E Giles ajuda então Elisa no resgate do Homem Anfíbio, que na última hora ganha ainda os reforços de sua colega de trabalho Zelda (Octavia Spencer, indicada como atriz coadjuvante) e do cientista russo espião (que então prova sua genuína preocupação com a criatura). Elisa e Giles o levam para a casa deles, onde ela pretende mantê-lo até chegar o momento ideal de levá-lo ao mar. Com a convivência, Giles passa a se identificar em outro ponto com a criatura, além da discriminação sofrida: a solidão. E se mostra compreensivo quando o novo hóspede come sua gata: “Ele é um animal selvagem, não podemos pedir que seja outra coisa”. 

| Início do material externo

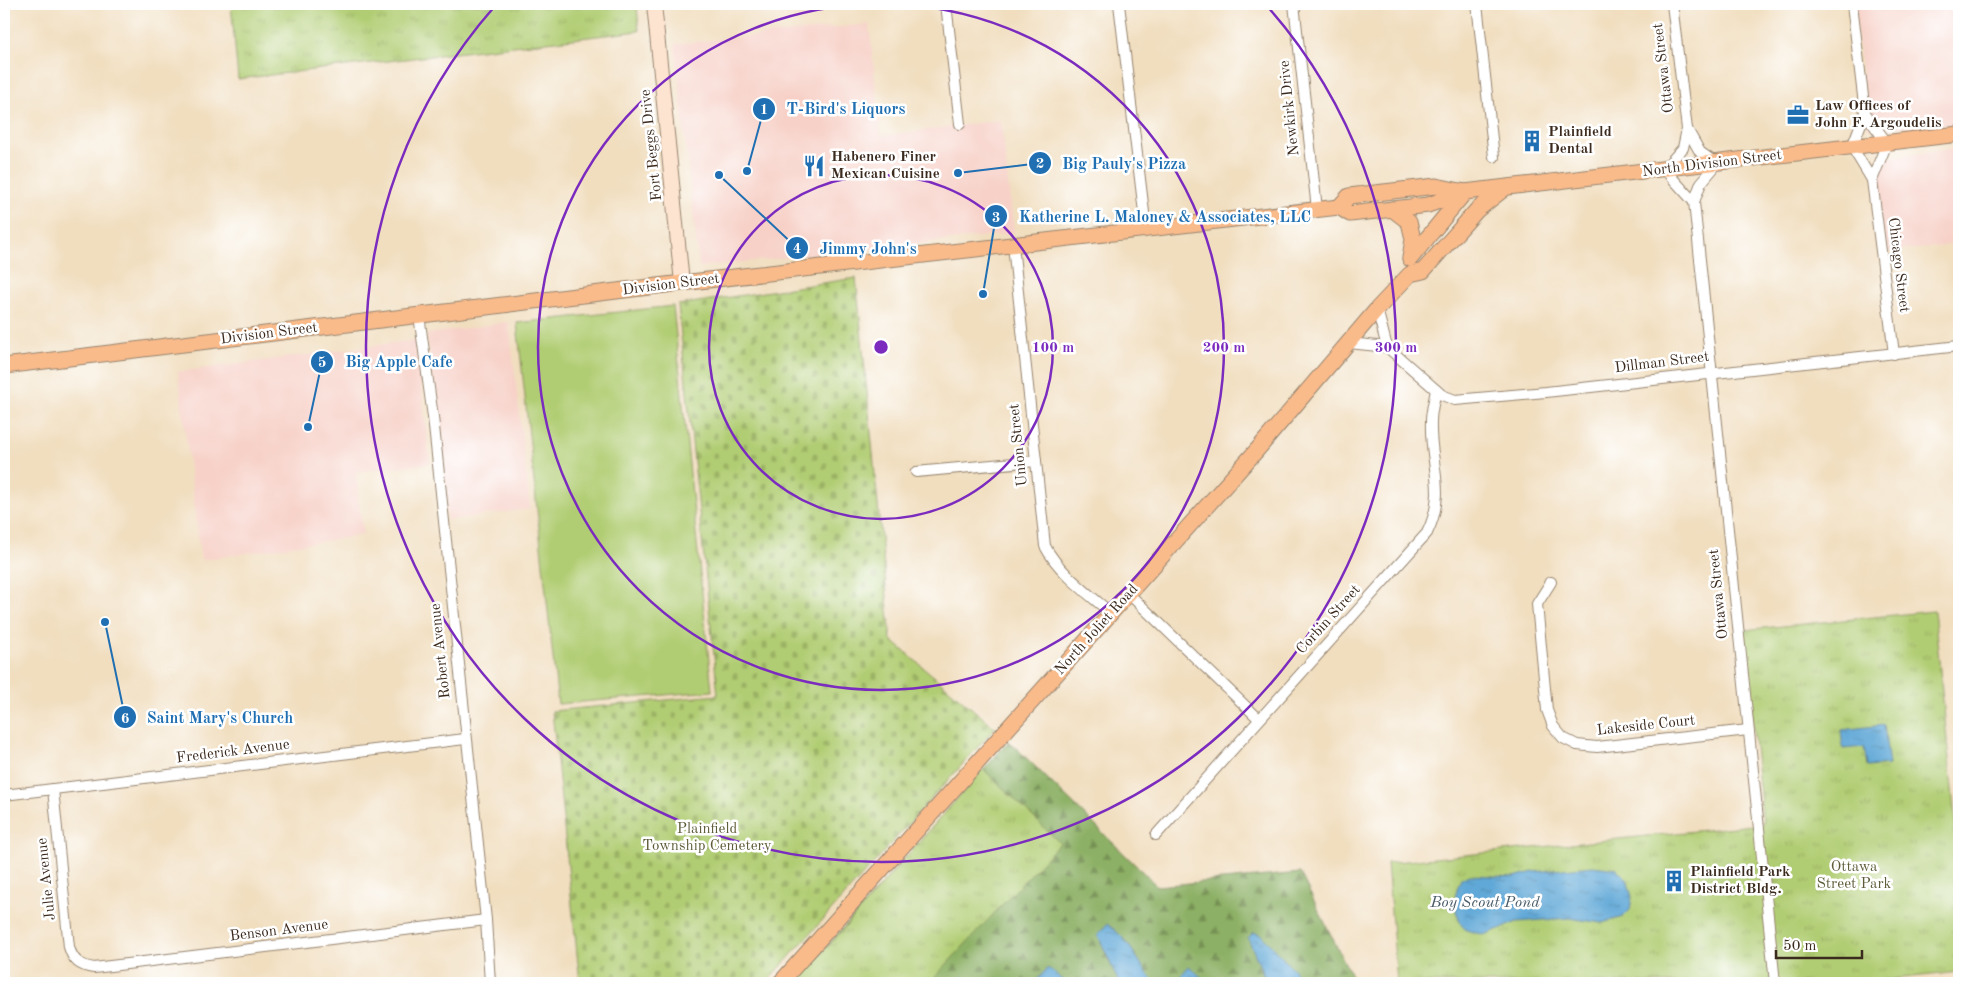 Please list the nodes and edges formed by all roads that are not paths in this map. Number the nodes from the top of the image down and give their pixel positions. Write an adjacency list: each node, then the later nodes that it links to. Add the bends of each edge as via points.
1 (654, 4): 28 (street, Fort Beggs Drive)
2 (946, 4): 9 (street)
3 (1119, 4): 24 (street)
4 (1294, 4): 22 (street, Newkirk Drive)
5 (1477, 4): 14 (street)
6 (1672, 4): 10 (street, Ottawa Street)
7 (1852, 4): 8 (street)
8 (1865, 113): 12 (street); 13 (street)
9 (960, 124)
10 (1686, 129): 15 (street, Ottawa Street, via 1700,152); 16 (street, Ottawa Street, via 1683,148)
11 (1959, 134): 12 (main road, North Division Street)
12 (1887, 143): 13 (main road, North Division Street); 17 (street, Chicago Street)
13 (1852, 147): 15 (main road, North Division Street); 17 (street, Chicago Street)
14 (1494, 157)
15 (1717, 164): 16 (main road, North Division Street); 20 (street, Ottawa Street, via 1701,183)
16 (1664, 169): 18 (main road, North Division Street); 20 (street)
17 (1872, 180): 34 (street, Chicago Street)
18 (1505, 188): 19 (main road, North Division Street); 27 (main road, North Joliet Road, via 1477,210 1423,271)
19 (1465, 192): 21 (main road, Division Street, via 1436,186 1349,196); 23 (main road, Division Street, via 1428,205); 26 (main road)
20 (1694, 202): 36 (street, Ottawa Street)
21 (1339, 207): 22 (main road, Division Street); 23 (main road, Division Street, via 1350,214)
22 (1317, 209): 24 (main road, Division Street)
23 (1392, 209): 26 (main road, via 1410,222 1413,239)
24 (1146, 229): 25 (main road, Division Street)
25 (1013, 245): 28 (main road, Division Street); 38 (street, Union Street)
26 (1410, 259): 27 (main road)
27 (1410, 274): 29 (main road, North Joliet Road)
28 (682, 283): 30 (main road, Division Street)
29 (1377, 309): 31 (main road, North Joliet Road); 33 (street)
30 (419, 316): 35 (main road, Division Street); 45 (street, Robert Avenue, via 434,424)
31 (1350, 343): 33 (street); 41 (main road, North Joliet Road)
32 (1959, 346): 34 (street, Dillman Street)
33 (1387, 347): 37 (street, Dillman Street)
34 (1894, 354): 36 (street, Dillman Street)
35 (4, 366)
36 (1711, 372): 37 (street, Dillman Street, via 1456,400 1448,399); 44 (street, Ottawa Street)
37 (1436, 390): 43 (street, Corbin Street, via 1431,422 1438,495 1435,516 1427,533)
38 (1036, 461): 39 (street); 42 (street, Union Street, via 1045,546 1050,557)
39 (916, 472)
40 (1551, 582): 44 (street, Lakeside Court, via 1538,604 1547,710 1553,726 1563,738 1577,745 1597,747)
41 (1129, 594): 42 (main road, North Joliet Road); 43 (street)
42 (1112, 614): 52 (main road, North Joliet Road)
43 (1259, 719): 48 (street, Corbin Street)
44 (1748, 730): 53 (street, Ottawa Street)
45 (465, 739): 46 (street, Frederick Avenue); 49 (street, Robert Avenue)
46 (53, 789): 47 (street, Frederick Avenue); 50 (street, Julie Avenue, via 70,947)
47 (4, 795)
48 (1156, 835)
49 (486, 920): 50 (street, Benson Avenue, via 94,968); 51 (street, Robert Avenue)
50 (77, 962)
51 (490, 983)
52 (780, 983)
53 (1774, 983)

Porém ele é outra coisa além de um animal selvagem. Ele é o Homem Anfíbio, um híbrido de animal e humano (e deus, segundo os indígenas). E seu lado humano e a conexão estabelecida com Elisa acabam fazendo com que a criatura e sua salvadora se apaixonem. Quando seus amigos humanos o levam para o mar, o Homem Anfíbio transforma cicatrizes no pescoço de Elisa, resultado de uma violência sofrida quando ela era criança, em guelras, possibilitando que sua amada possa viver sob a água como ele, e com ele. No final das contas, além de homem e animal, a criatura se revela realmente dotada de poderes divinos. Mas nós lembramos que essa divindade reside em cada um dos animais de nosso planeta e, portanto, todos merecem nosso respeito, e não exploração sob qualquer forma. 

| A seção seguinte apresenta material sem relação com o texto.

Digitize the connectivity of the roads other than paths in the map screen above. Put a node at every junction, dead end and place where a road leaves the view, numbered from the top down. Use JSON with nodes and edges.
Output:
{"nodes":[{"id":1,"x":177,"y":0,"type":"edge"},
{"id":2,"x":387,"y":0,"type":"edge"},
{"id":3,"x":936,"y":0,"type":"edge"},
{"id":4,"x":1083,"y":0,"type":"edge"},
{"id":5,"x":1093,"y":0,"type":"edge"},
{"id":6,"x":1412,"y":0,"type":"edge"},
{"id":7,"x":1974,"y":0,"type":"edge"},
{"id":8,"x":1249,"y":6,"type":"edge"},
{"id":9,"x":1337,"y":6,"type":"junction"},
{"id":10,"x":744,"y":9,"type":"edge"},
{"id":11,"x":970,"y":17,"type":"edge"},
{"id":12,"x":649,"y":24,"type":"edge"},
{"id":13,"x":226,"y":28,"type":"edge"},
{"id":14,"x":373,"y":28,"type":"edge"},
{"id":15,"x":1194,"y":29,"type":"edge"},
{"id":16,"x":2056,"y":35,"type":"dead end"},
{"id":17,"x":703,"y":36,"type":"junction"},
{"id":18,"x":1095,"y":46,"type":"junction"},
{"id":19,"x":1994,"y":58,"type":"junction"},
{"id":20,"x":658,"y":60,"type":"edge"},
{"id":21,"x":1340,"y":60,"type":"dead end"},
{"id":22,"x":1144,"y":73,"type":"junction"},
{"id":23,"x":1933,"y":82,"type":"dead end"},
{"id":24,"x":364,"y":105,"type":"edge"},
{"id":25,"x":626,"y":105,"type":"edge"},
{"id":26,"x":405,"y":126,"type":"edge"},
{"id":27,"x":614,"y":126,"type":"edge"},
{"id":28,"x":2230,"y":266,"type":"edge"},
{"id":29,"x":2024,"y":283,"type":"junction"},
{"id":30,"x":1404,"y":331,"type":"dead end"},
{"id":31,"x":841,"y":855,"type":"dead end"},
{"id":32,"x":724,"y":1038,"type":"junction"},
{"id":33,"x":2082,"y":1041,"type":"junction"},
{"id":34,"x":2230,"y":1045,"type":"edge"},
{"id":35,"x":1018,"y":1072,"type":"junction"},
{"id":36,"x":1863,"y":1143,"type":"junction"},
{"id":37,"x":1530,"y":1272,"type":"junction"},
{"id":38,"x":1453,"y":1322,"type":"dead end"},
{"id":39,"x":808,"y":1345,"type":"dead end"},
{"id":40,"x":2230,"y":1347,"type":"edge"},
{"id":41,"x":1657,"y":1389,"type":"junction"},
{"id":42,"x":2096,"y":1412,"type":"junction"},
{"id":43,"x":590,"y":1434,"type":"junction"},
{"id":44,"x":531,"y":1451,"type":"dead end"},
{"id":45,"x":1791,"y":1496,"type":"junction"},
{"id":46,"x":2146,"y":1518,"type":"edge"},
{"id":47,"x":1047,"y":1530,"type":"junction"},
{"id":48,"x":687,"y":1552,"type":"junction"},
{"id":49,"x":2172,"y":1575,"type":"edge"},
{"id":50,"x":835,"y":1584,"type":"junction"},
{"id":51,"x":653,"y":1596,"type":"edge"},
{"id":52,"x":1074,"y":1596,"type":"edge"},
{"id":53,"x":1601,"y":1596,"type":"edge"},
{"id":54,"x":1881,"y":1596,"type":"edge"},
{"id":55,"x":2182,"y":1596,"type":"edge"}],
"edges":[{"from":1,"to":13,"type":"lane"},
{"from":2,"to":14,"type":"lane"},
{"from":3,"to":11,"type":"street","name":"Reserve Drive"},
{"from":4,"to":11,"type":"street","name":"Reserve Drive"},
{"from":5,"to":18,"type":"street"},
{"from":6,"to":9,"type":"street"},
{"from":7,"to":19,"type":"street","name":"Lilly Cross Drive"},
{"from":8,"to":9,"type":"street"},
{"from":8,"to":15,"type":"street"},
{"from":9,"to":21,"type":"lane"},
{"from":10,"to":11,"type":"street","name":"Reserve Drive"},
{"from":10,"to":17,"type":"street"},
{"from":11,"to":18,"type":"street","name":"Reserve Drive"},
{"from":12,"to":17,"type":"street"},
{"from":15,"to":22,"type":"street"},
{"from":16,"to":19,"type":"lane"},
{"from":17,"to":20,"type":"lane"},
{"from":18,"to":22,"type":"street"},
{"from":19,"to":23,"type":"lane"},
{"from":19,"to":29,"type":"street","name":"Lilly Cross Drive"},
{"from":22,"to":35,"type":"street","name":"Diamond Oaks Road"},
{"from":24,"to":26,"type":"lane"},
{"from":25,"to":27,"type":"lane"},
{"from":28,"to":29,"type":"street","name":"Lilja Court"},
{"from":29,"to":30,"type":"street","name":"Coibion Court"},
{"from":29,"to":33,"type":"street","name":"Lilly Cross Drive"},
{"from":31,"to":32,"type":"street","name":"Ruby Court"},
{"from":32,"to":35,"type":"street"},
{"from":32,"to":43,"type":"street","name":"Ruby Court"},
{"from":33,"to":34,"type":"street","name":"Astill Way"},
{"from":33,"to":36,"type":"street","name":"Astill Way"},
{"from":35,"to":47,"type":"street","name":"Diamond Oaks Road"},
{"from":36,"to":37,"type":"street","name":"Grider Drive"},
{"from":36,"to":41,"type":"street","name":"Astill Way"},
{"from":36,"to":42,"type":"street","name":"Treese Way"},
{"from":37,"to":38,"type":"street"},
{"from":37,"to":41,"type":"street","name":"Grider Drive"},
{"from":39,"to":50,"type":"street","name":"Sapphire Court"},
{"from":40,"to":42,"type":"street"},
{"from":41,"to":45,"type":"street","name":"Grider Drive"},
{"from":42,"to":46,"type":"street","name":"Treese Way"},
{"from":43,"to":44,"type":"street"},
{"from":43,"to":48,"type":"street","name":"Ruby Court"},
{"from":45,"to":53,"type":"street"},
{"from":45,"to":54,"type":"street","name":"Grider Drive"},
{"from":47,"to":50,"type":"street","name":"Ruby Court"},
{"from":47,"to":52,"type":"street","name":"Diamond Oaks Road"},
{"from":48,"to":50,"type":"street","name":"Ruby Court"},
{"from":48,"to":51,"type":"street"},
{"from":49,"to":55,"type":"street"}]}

Cartaz do filme (Foto: Fox Searchlight Pictures / Reprodução)


Especismo em série e mais causa animal no Oscar 

Outro texto nosso que aborda o especismo em uma obra audiovisual é Fariam?, que identifica essa forma de discriminação na série Sense8. Sobre outro filme indicado ao Oscar deste ano (melhor animação), leia Ferdinando, ativista da causa animal. Já Star Wars: Os Últimos Jedi (Star Wars: Episode VIII – The Last Jedi, 2017), que concorre em quatro categorias (incluindo efeitos especiais e trilha sonora original) ao Oscar 2018, também dá uma importante contribuição à causa animal – leia aqui a matéria do portal Vista-se. Por outro lado, O Rei do Show (The Greatest Showman, 2017), indicado à estatueta por melhor canção original, comete um grande desserviço ao divulgar e glamorizar a vida de uma pessoa que só fez mal aos animais – leia aqui o texto publicado pelo Mimi Veg.


*Paulo Furstenau é jornalista voluntário da Associação Natureza em Forma


[ATUALIZAÇÃO PÓS-OSCAR]

Das 13 indicações, o filme levou quatro estatuetas: melhor filme, direção, trilha sonora original e design de produção.